**WHAT THE EXERCISE ASKS**
Keep images out and repeat all data exactly.

Data records

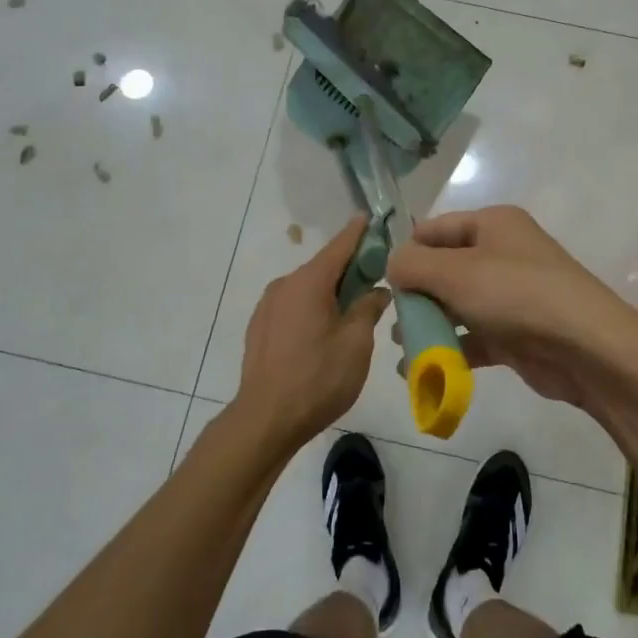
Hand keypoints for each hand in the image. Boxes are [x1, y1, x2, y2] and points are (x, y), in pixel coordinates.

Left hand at [237, 216, 389, 449]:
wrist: (265, 420)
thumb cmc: (317, 379)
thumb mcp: (356, 344)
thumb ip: (368, 309)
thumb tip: (376, 291)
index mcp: (308, 282)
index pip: (339, 246)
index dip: (358, 232)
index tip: (371, 217)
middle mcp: (284, 285)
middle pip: (323, 267)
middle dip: (350, 268)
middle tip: (377, 276)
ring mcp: (268, 306)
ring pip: (307, 289)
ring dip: (330, 292)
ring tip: (353, 310)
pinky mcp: (260, 327)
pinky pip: (293, 306)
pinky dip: (312, 307)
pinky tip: (324, 331)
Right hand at [387, 206, 637, 418]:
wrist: (585, 347)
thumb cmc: (516, 294)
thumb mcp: (455, 272)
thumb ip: (413, 265)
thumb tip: (393, 265)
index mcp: (492, 224)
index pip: (434, 229)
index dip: (406, 252)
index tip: (380, 282)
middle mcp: (501, 253)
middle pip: (444, 268)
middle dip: (415, 294)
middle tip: (392, 320)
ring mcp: (510, 294)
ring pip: (457, 305)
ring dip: (429, 324)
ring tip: (403, 345)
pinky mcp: (514, 332)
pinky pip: (473, 336)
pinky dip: (448, 350)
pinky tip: (419, 369)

**OUTPUT BELOW**
Hand keypoints for each hand in the image. Boxes are [x1, y1, x2, y2] and points are (x, y), in pixel coordinates.

Left hand at [237, 216, 389, 449]:
wrist: (265, 420)
thumb cmc: (317, 379)
thumb mcp: (356, 344)
thumb ip: (368, 309)
thumb tip: (376, 291)
index mcp: (308, 282)
index pip: (339, 246)
index dip: (358, 232)
index tip: (371, 217)
middle mcp: (284, 285)
middle pip: (323, 267)
middle dip: (350, 268)
middle tip: (377, 276)
ring mcp: (268, 306)
ring pip: (307, 289)
ring dip: (330, 292)
ring tip: (353, 310)
pinky mcp: (260, 327)
pinky pip: (293, 306)
pinky dip: (312, 307)
pinky tip: (324, 331)
Right hand at [387, 206, 637, 418]:
wrist: (585, 347)
thumb cmc: (516, 294)
thumb mcp: (455, 272)
thumb ip: (413, 265)
thumb tip: (393, 265)
index mcp: (492, 224)
index pip: (434, 229)
index dip: (406, 252)
index tip: (380, 282)
middle mcp: (501, 253)
middle pip: (444, 268)
middle dip: (415, 294)
middle tip: (392, 320)
ring mcp: (510, 294)
ring pip: (457, 305)
ring dip: (429, 324)
ring tip: (403, 345)
pinky mcp: (514, 332)
pinky pip: (473, 336)
pinky dip: (448, 350)
pinky tip: (419, 369)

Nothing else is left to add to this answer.